Na apresentação de ontem, Marisa fez tudo bem: anunciou-se como republicana, laica e socialista, uma fórmula que remete para Mário Soares e em que a grande maioria dos socialistas se revê. Escolheu para cenário o Largo do Carmo com todo o simbolismo a ele inerente. Dispensou a presença dos dirigentes do seu partido numa clara afirmação de não se querer cingir a eles nos apoios. E, sobretudo, apresentou-se como candidata contra o medo, porque se este divide, a república une!
Que mais preciso para me sentir confortável na minha escolha?

3 comentários:

  1. Isto já é, Jorge Rocha, uma declaração de apoio a Marisa Matias como deve ser.
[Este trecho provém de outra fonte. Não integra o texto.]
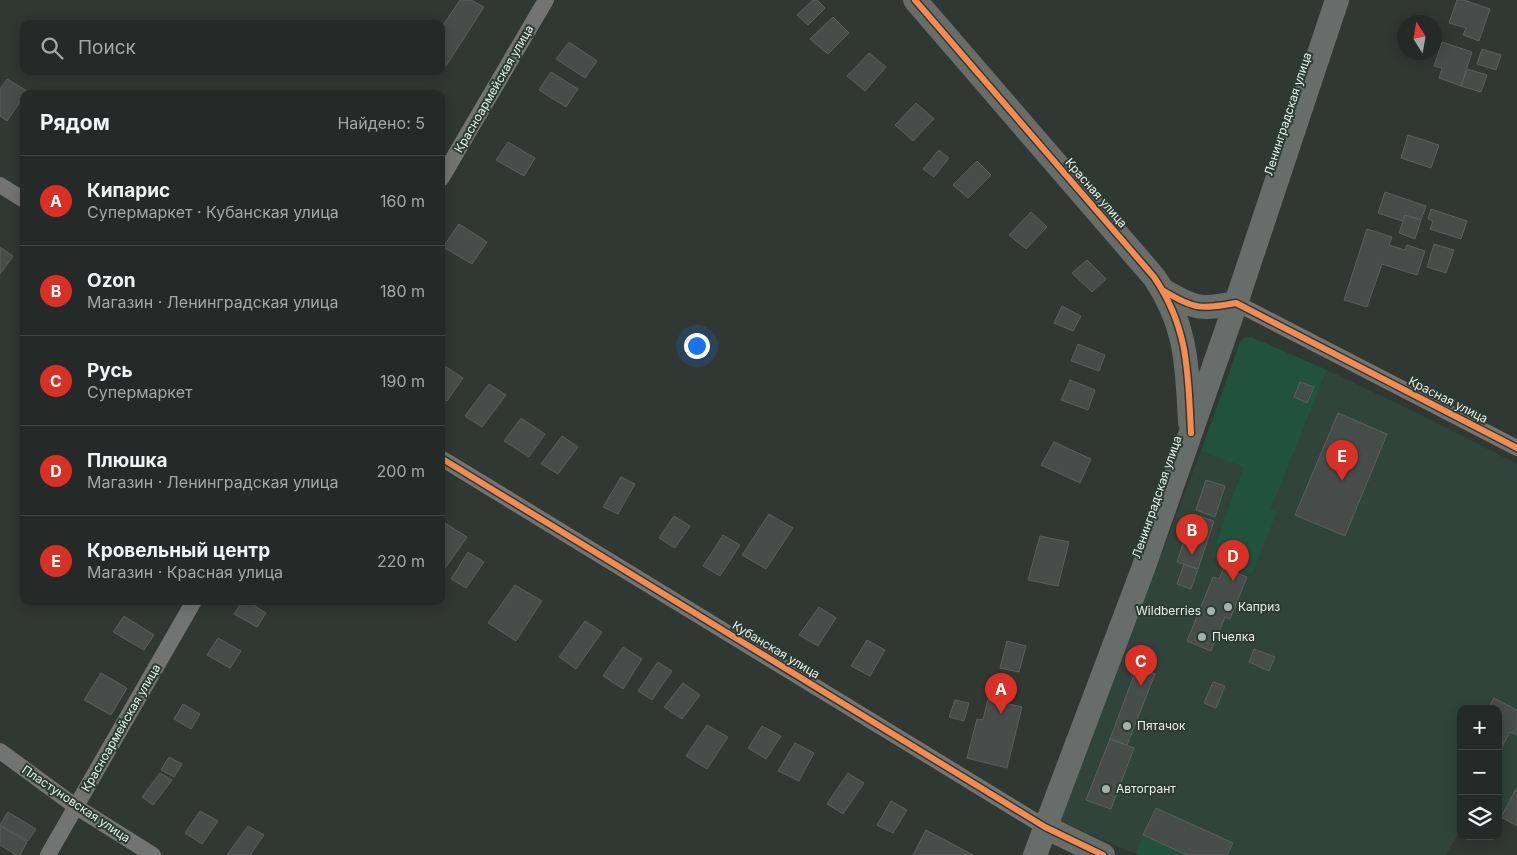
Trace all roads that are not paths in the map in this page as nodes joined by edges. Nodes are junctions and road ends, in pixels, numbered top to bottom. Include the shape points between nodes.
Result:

Se o meu caro não se revê nas posições de Ana Gomes, pois deve dar o seu voto à pessoa de quem se sente mais próximo seja em termos ideológicos, seja na forma como está na política e aí a Eurodeputada do BE é uma pessoa sem mácula. Enfim, a escolha é sua.

    Quanto às supostas críticas de Gomes a Sócrates ou a Costa, não confundamos indignação com populismo. E no que diz respeito a Sócrates, os militantes do PS terão infelizmente que dar a mão à palmatória, porque Ana Gomes acertou em cheio, a não ser que ainda acreditem nas explicações cada vez mais esdrúxulas do antigo PM que note-se, deixou o Partido porque António Costa lhe deu o apoio que ele merecia, ou seja, nenhum, depois de ele ter arrastado pela lama a ética republicana e socialista...

    Quanto à presença de Assis entre os apoiantes de Gomes, não vai agora imputar a Gomes a culpa de Assis ter decidido apoiá-la, pois não? E depois, em que é que aceitar o apoio de Assis, se o fizer, desonra a candidata? Assis é um político impoluto, com coragem física e cívica, basta lembrar que foi agredido em Felgueiras quando afrontou a cacique local e que mais tarde foi a única pessoa a sair a terreiro no nadir do PS em 2011 contra Seguro, quando António Costa se guardava para melhores dias...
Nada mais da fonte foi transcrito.